For every line in the records that has the word "MEADOW", make a copy.

################

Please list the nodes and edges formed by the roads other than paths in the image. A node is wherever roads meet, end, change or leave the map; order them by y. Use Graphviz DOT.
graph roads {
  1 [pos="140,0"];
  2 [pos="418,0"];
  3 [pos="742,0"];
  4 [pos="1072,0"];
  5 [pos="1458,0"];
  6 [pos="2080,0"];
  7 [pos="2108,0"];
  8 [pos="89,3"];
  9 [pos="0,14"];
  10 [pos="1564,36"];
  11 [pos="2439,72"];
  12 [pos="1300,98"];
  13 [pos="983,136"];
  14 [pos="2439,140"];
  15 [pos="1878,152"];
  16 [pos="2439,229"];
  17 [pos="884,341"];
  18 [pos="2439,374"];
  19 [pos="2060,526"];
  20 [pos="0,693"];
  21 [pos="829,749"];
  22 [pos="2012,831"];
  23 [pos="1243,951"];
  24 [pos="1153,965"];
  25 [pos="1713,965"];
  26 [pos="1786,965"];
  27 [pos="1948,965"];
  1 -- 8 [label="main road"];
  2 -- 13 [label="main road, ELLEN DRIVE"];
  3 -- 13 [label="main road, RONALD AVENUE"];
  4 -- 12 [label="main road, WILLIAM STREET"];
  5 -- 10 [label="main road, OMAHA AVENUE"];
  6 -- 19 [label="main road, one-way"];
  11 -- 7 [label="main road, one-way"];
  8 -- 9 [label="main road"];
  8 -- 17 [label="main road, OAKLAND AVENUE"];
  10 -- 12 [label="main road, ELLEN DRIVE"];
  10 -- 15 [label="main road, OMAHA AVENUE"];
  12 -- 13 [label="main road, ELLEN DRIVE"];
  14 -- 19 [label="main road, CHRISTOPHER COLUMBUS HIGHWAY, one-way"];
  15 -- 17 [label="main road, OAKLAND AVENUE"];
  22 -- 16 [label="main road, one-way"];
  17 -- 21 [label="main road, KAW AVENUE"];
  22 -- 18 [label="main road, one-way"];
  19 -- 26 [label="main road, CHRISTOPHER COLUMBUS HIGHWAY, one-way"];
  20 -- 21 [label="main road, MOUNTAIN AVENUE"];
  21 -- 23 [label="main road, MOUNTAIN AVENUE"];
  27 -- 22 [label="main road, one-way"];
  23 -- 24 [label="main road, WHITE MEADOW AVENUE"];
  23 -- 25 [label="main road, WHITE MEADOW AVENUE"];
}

################

**EXPECTED OUTPUT:**
  23 -- 24 [label="main road, WHITE MEADOW AVENUE"];
  23 -- 25 [label="main road, WHITE MEADOW AVENUE"];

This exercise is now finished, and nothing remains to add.